What are debt adjustment plans?
A Chapter 11 bankruptcy debt adjustment plan can be beneficial to both the debtor and the creditors. If the debtors’ original plan was to sell their assets and pay back the creditors in full, they often find that their assets are not worth as much as they expected. In many cases, the creditors are not willing to wait around forever for the debtors to pay them back. However, they are generally willing to take a reduced amount if they are assured that they will get something back. Debtors who are close to bankruptcy or who have a high debt load are often advised to use a debt adjustment plan as a way to ease the amount of debt that they owe.
What are rehabilitation and repayment plans?

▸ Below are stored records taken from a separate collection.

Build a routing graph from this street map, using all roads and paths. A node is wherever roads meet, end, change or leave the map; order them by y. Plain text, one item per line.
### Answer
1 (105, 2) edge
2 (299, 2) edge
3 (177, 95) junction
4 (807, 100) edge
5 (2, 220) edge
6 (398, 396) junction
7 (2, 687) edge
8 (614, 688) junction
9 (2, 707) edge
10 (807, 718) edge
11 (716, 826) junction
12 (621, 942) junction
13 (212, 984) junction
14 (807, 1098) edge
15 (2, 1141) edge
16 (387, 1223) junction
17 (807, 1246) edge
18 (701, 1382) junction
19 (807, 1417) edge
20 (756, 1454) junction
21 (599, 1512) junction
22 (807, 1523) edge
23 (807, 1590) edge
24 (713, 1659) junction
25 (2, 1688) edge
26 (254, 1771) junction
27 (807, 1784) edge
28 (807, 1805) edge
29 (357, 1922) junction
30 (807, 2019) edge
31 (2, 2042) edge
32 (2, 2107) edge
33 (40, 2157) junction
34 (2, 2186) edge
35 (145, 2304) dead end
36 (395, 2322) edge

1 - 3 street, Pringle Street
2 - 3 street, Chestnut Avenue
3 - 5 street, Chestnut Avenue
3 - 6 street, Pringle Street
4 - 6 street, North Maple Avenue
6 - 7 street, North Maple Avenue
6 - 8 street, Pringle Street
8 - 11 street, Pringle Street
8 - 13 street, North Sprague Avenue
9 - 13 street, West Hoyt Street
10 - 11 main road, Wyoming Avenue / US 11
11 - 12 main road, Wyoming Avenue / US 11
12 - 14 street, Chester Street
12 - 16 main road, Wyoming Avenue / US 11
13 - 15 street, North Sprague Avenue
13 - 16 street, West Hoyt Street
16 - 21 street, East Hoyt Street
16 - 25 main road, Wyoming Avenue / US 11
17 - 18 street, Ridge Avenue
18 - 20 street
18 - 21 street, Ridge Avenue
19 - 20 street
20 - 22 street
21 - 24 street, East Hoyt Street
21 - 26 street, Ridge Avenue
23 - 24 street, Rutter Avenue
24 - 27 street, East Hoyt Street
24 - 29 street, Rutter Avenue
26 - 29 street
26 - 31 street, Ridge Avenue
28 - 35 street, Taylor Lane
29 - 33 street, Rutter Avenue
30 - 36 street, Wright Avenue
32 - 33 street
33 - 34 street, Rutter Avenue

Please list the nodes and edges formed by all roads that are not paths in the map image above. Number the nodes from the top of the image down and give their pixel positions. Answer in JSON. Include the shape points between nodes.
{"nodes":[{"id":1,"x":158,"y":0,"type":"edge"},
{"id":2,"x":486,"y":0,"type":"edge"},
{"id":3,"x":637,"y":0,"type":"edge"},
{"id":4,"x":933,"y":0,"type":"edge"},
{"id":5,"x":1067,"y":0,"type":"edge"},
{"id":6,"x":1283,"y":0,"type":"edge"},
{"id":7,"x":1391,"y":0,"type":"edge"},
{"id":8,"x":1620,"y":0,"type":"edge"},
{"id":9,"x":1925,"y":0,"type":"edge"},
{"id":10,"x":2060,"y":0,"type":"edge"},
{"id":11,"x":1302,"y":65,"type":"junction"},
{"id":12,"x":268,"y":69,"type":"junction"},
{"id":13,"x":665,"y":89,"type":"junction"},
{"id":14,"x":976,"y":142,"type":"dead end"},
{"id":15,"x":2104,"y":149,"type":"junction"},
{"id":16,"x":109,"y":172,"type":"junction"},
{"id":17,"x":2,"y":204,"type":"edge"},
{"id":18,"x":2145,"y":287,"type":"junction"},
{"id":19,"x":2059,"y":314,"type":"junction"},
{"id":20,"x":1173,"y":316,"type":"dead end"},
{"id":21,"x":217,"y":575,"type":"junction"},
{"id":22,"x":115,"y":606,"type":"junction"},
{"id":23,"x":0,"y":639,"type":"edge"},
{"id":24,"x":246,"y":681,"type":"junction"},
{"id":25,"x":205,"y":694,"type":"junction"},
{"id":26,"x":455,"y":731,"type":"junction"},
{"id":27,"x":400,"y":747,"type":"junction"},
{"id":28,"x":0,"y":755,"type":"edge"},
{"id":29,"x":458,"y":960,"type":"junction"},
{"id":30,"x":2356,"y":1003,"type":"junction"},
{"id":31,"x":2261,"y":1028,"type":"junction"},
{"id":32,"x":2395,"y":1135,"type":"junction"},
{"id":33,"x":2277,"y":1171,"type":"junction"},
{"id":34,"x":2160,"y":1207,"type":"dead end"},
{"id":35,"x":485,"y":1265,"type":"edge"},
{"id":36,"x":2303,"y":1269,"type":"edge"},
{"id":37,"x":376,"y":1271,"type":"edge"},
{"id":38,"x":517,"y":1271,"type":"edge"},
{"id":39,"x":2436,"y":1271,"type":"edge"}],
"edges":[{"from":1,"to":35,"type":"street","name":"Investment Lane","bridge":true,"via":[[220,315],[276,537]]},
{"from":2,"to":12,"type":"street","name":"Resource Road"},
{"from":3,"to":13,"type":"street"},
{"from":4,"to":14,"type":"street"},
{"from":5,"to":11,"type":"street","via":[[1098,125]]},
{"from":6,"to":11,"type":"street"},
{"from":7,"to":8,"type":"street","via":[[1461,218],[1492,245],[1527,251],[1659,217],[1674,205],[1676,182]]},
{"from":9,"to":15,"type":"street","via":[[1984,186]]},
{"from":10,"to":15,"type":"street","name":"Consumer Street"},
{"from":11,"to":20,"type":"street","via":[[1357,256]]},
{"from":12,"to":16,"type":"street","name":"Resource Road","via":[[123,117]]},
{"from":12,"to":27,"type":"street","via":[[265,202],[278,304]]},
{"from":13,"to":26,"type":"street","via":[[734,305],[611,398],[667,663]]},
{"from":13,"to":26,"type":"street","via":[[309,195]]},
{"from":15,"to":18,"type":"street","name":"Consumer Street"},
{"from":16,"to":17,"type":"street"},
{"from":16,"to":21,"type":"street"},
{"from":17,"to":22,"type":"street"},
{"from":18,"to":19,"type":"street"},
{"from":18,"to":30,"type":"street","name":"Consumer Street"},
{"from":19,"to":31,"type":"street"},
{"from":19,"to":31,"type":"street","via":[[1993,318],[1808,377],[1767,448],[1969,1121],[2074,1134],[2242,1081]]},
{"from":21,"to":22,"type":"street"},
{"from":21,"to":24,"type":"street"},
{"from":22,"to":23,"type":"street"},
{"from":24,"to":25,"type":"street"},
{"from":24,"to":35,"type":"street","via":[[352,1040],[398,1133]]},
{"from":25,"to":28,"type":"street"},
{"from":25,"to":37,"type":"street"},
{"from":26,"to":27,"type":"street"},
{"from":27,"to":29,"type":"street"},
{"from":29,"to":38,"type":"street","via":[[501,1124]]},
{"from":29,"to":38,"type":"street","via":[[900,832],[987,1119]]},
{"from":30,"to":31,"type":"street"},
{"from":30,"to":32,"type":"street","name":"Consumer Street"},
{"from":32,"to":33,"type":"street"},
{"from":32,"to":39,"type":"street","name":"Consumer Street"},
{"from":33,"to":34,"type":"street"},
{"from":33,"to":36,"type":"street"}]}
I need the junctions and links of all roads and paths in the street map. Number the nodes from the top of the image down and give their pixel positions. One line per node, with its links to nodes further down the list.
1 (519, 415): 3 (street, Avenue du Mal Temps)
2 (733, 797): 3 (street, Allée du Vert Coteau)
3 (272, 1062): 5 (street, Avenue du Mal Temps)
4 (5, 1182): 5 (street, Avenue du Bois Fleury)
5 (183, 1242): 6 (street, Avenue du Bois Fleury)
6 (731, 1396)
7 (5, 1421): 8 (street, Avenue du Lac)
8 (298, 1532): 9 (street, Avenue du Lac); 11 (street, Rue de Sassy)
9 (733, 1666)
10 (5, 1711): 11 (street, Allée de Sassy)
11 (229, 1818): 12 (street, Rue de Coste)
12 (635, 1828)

If the debtor is behind on their payments, or if they do not have enough money to cover what they owe, they can file a Chapter 11 reorganization and payment plan. These plans require that the debtor pay the creditors a percentage of the amount that is owed to them. This plan will allow the debtor to make a certain amount of payments each month until they have caught up on all of the missed payments.
What happens at the end of successful reorganization filings?
If a debtor files a successful Chapter 11 bankruptcy and has the financial ability to repay the creditors, they can complete the reorganization process and be discharged from the bankruptcy court’s jurisdiction. At this point, the bankruptcy court will no longer have any claim over the debtor, as all of their debts will have been repaid. If the debtor does not have the financial ability to repay all of the creditors, or if they do not have enough money to complete the reorganization successfully, they may have to convert their Chapter 11 reorganization to a Chapter 7 liquidation. This will require them to sell off all of their assets in order to repay the creditors.
A Chapter 11 bankruptcy reorganization may be a good option for businesses that need time to pay back their debts and resume operations without the constant threat of creditors moving to take them back into bankruptcy court.